Riding the clutch is when you rest your left foot on the clutch pedal while driving, partially depressing it. This will help to wear the clutch out prematurely. It often occurs without the driver realising they are doing it, so to avoid this you should remove your foot from over the clutch pedal after you have finished accelerating and changing into the lower gears so as to avoid temptation of resting it on the clutch pedal. Learn to do this without thinking about it as soon as you are comfortably travelling at your desired cruising speed.

A good way to avoid riding the clutch is to place your left foot to the left of the clutch.
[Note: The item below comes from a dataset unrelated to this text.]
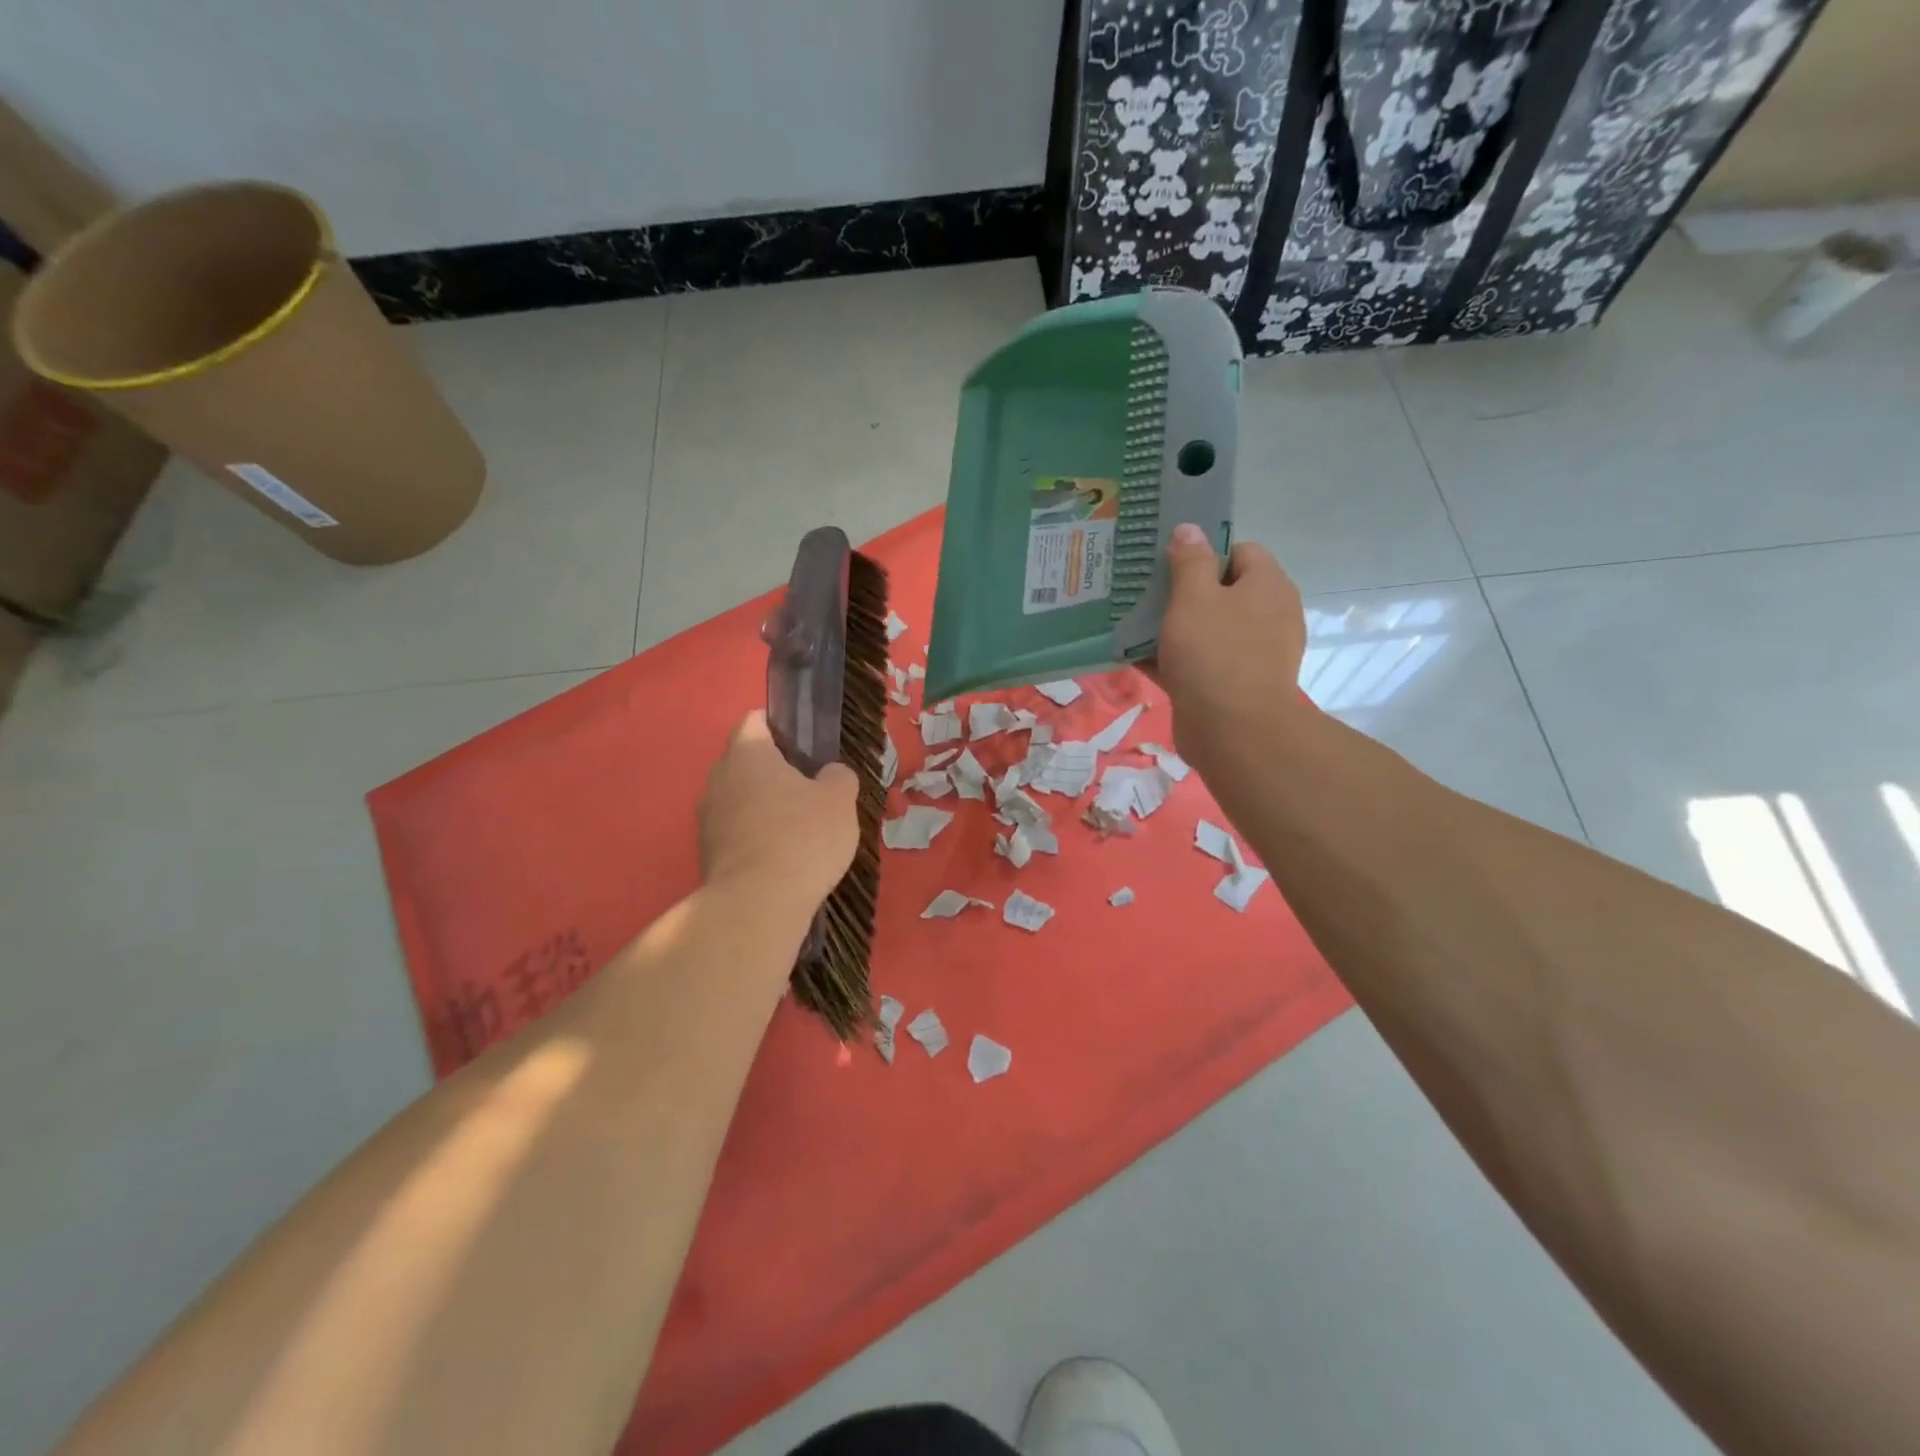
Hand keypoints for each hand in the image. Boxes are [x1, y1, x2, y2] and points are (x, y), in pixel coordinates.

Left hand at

Many cars will, if you attempt this, offer an excellent block thingy upon which to rest your idle limb.

This will keep you from depressing whichever pedal happens to be underfoot - clutch or brake. Moreover, if/when you decide to crash your vehicle, you'll appreciate having something stable to brace yourself on, that you may survive to crash another day.

By having something stable underfoot, you should be able to tone down your body's desire to fly forward, assuming a head-on crash is what you're after. This will stop your head from hitting the steering wheel, and should therefore give you some time to wonder why you aren't wearing a seatbelt, as you wait for the airbag to arrive and provide some much-needed R & R for what has turned out to be a mostly stressful afternoon.

Additionally, my (Australian) driving instructor once spake thus: To disobey this teaching is to disobey the Urban Priesthood themselves. Do you hear me, child!? Such does not simply offend the sensibilities, nay, 'tis unlawful unto itself!

That driving instructor cost way too much.